**Instructions for the task**
Return every line of the records that includes the string "word".

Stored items
────────────────────

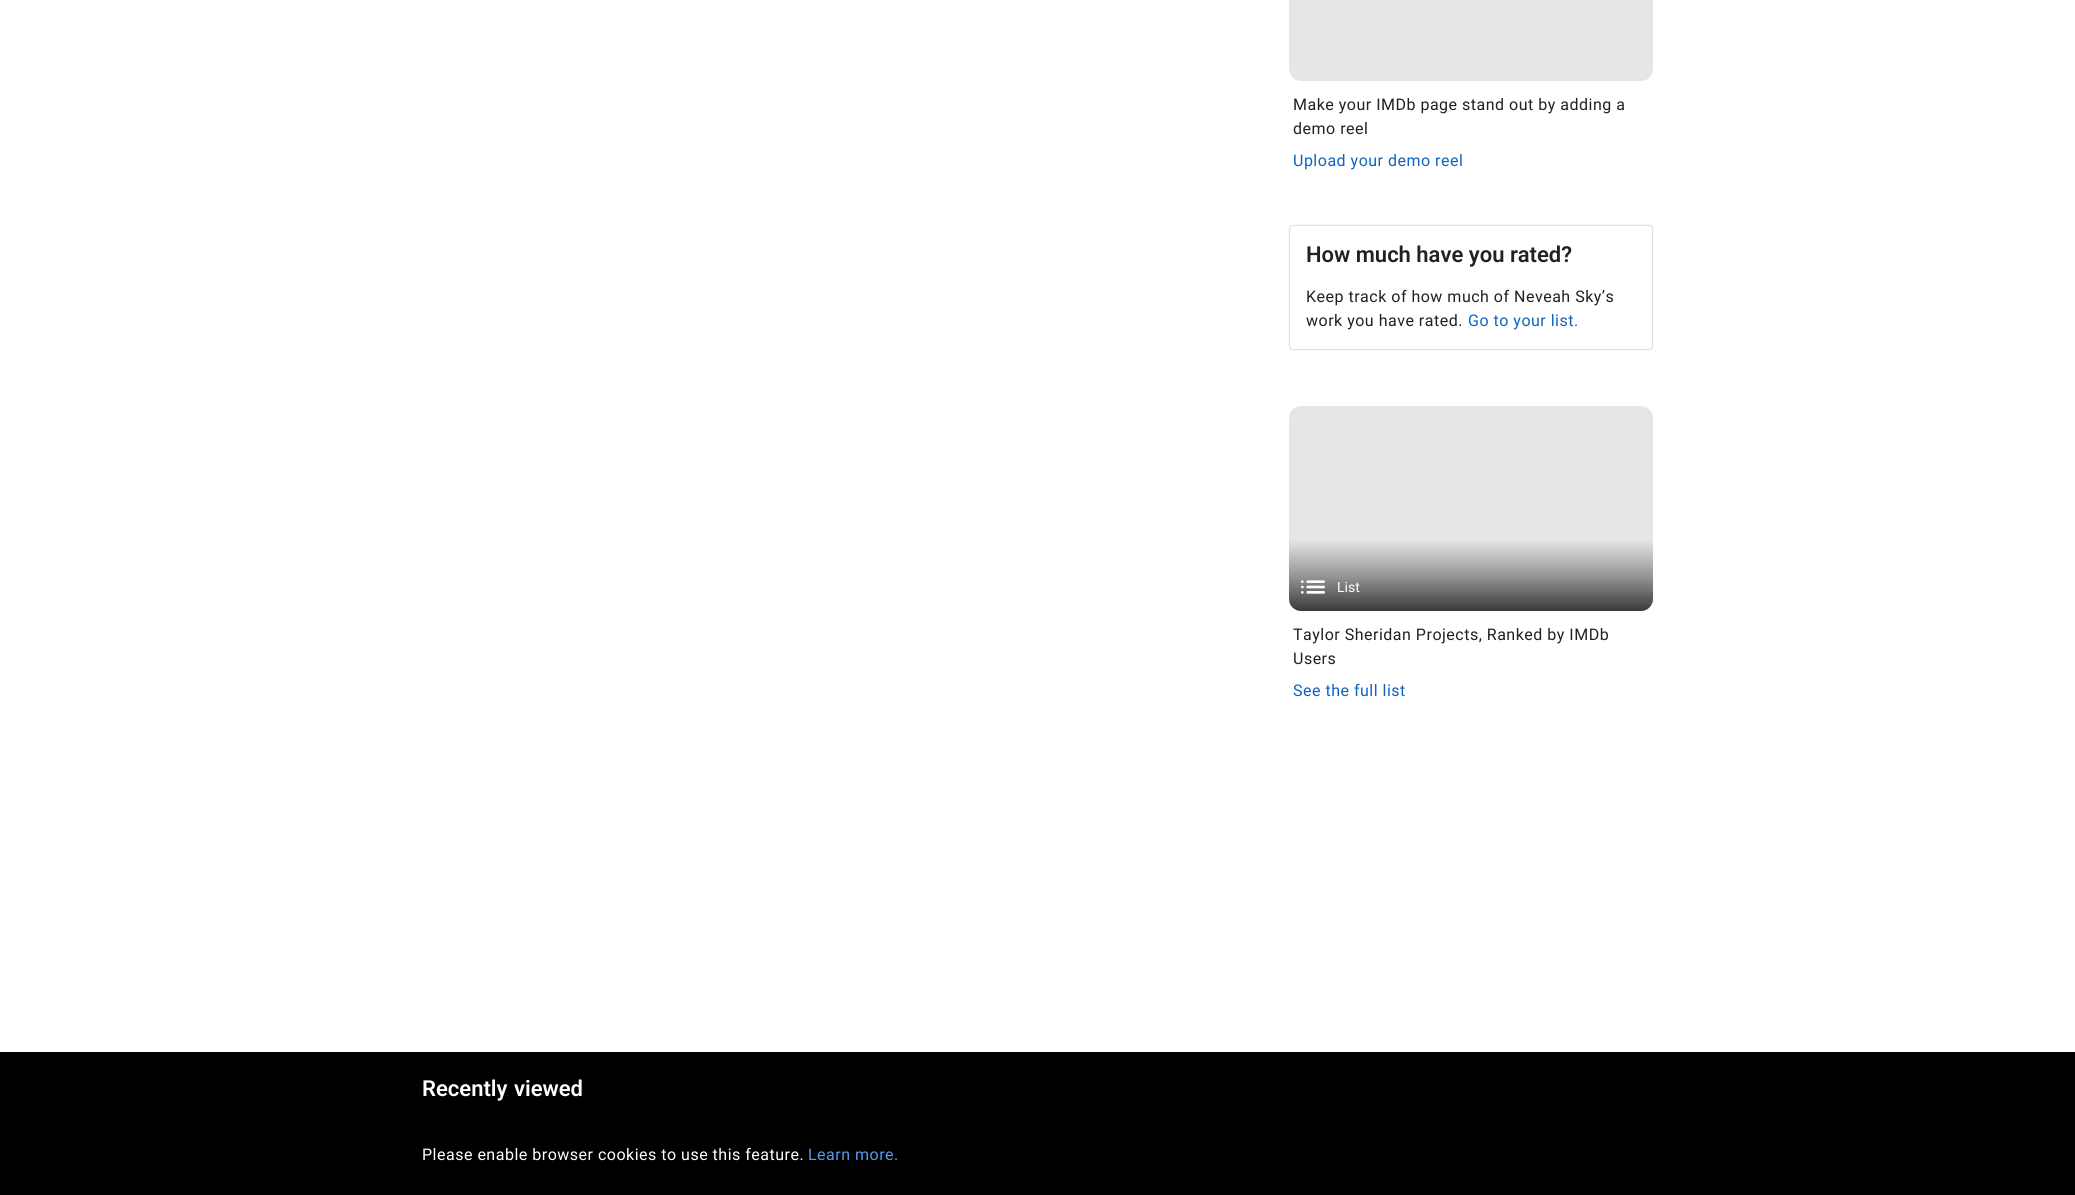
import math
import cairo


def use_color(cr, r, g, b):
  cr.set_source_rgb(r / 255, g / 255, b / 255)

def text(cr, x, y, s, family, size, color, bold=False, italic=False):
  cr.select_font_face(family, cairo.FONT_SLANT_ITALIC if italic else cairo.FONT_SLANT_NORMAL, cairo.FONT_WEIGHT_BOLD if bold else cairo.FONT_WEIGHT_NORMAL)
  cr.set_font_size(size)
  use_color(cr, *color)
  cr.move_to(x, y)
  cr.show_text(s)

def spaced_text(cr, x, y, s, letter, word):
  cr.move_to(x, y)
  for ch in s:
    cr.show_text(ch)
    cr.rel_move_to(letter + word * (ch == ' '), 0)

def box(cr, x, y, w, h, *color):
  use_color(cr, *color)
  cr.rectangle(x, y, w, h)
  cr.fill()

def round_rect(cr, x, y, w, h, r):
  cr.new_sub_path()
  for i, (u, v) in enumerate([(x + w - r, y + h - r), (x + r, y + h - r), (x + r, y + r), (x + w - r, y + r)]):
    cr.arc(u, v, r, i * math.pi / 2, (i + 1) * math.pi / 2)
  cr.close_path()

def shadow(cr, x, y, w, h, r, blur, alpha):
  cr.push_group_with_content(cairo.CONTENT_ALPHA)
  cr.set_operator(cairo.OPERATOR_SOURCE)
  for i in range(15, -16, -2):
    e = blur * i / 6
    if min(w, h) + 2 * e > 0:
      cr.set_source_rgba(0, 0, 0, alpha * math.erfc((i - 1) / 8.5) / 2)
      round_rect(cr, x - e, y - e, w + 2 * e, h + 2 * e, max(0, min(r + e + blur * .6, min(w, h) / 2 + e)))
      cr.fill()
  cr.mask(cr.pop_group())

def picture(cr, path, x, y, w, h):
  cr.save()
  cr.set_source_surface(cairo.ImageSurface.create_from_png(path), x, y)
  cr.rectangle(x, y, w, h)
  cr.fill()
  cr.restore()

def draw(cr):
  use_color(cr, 0, 0, 0)
  cr.paint()
  box(cr, 0, 0, 2075, 1052, 255, 255, 255)
  use_color(cr, 230, 230, 230)
  round_rect(cr, 1289, -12, 364, 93, 12)
  cr.fill()
  use_color(cr, 0, 0, 0)
  shadow(cr, 1289, 225, 364, 125, 4, 0.5, 0.12)
  use_color(cr, 255, 255, 255)
  round_rect(cr, 1289.5, 225.5, 363, 124, 3.5)
  cr.fill_preserve()
  use_color(cr, 224, 224, 224)
  cr.set_line_width(1)
  cr.stroke()
  use_color(cr, 230, 230, 230)
  round_rect(cr, 1289, 406, 364, 205, 12)
  cr.fill()
  gradient = cairo.LinearGradient(1471, 406, 1471, 611)
  gradient.add_color_stop_rgba(0, 0, 0, 0, 0)
  gradient.add_color_stop_rgba(0.65, 0, 0, 0, 0)
  gradient.add_color_stop_rgba(0.83, 0, 0, 0, 0.35)
  gradient.add_color_stop_rgba(1, 0, 0, 0, 0.75)
  cr.set_source(gradient)
  round_rect(cr, 1289, 406, 364, 205, 12)
  cr.fill()
  picture(cr, "img_01.png", 1301, 580, 24, 14)
  cr.select_font_face("Roboto")
  cr.set_font_size(16)
  use_color(cr, 33, 33, 33)
  spaced_text(cr, 1293, 110, "Make your IMDb page stand out by adding a", 0.5, 0)
  spaced_text(cr, 1293, 134, "demo reel", 0.5, 0)
  use_color(cr, 14, 99, 190)
  spaced_text(cr, 1293, 166, "Upload your demo reel", 0.5, 0)
  text(cr, 1306, 262, "How much have you rated?", "Roboto SemiBold", 22, (33, 33, 33))
  cr.select_font_face("Roboto")
  cr.set_font_size(16)
  spaced_text(cr, 1306, 302, "Keep track of how much of Neveah Sky’s", 0.5, 0)
  spaced_text(cr, 1306, 326, "work you have rated.", 0.5, 0)
  use_color(cr, 14, 99, 190)
  spaced_text(cr, 1468, 326, "Go to your list.", 0.5, 0)
  text(cr, 1337, 592, "List", "Roboto", 14, (255, 255, 255))
  cr.set_font_size(16)
  use_color(cr, 33, 33, 33)
  spaced_text(cr, 1293, 640, "Taylor Sheridan Projects, Ranked by IMDb", 0.5, 0)
  spaced_text(cr, 1293, 664, "Users", 0.5, 0)
  use_color(cr, 14, 99, 190)
  spaced_text(cr, 1293, 696, "See the full list", 0.5, 0)
  cr.select_font_face("Roboto SemiBold")
  cr.set_font_size(22)
  use_color(cr, 255, 255, 255)
  spaced_text(cr, 422, 1096, "Recently viewed", 0, 1)
  cr.select_font_face("Roboto")
  cr.set_font_size(16)
  spaced_text(cr, 422, 1160, "Please enable browser cookies to use this feature.", 0.5, 0)
  use_color(cr, 87, 153, 239)
  spaced_text(cr, 808, 1160, "Learn more.", 0.5, 0)


surface = cairo.ImageSurface(cairo.FORMAT_RGB24, 2075, 1195)
cr = cairo.Context(surface)
options = cairo.FontOptions()
options.set_hint_metrics(cairo.HINT_METRICS_OFF)
options.set_hint_style(cairo.HINT_STYLE_NONE)
cr.set_font_options(options)
cr.set_miter_limit(4)
draw(cr)
surface.write_to_png("out.png")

────────────────────

**Written reply**
def spaced_text(cr, x, y, s, letter, word):
    cr.rel_move_to(letter + word * (ch == ' '), 0)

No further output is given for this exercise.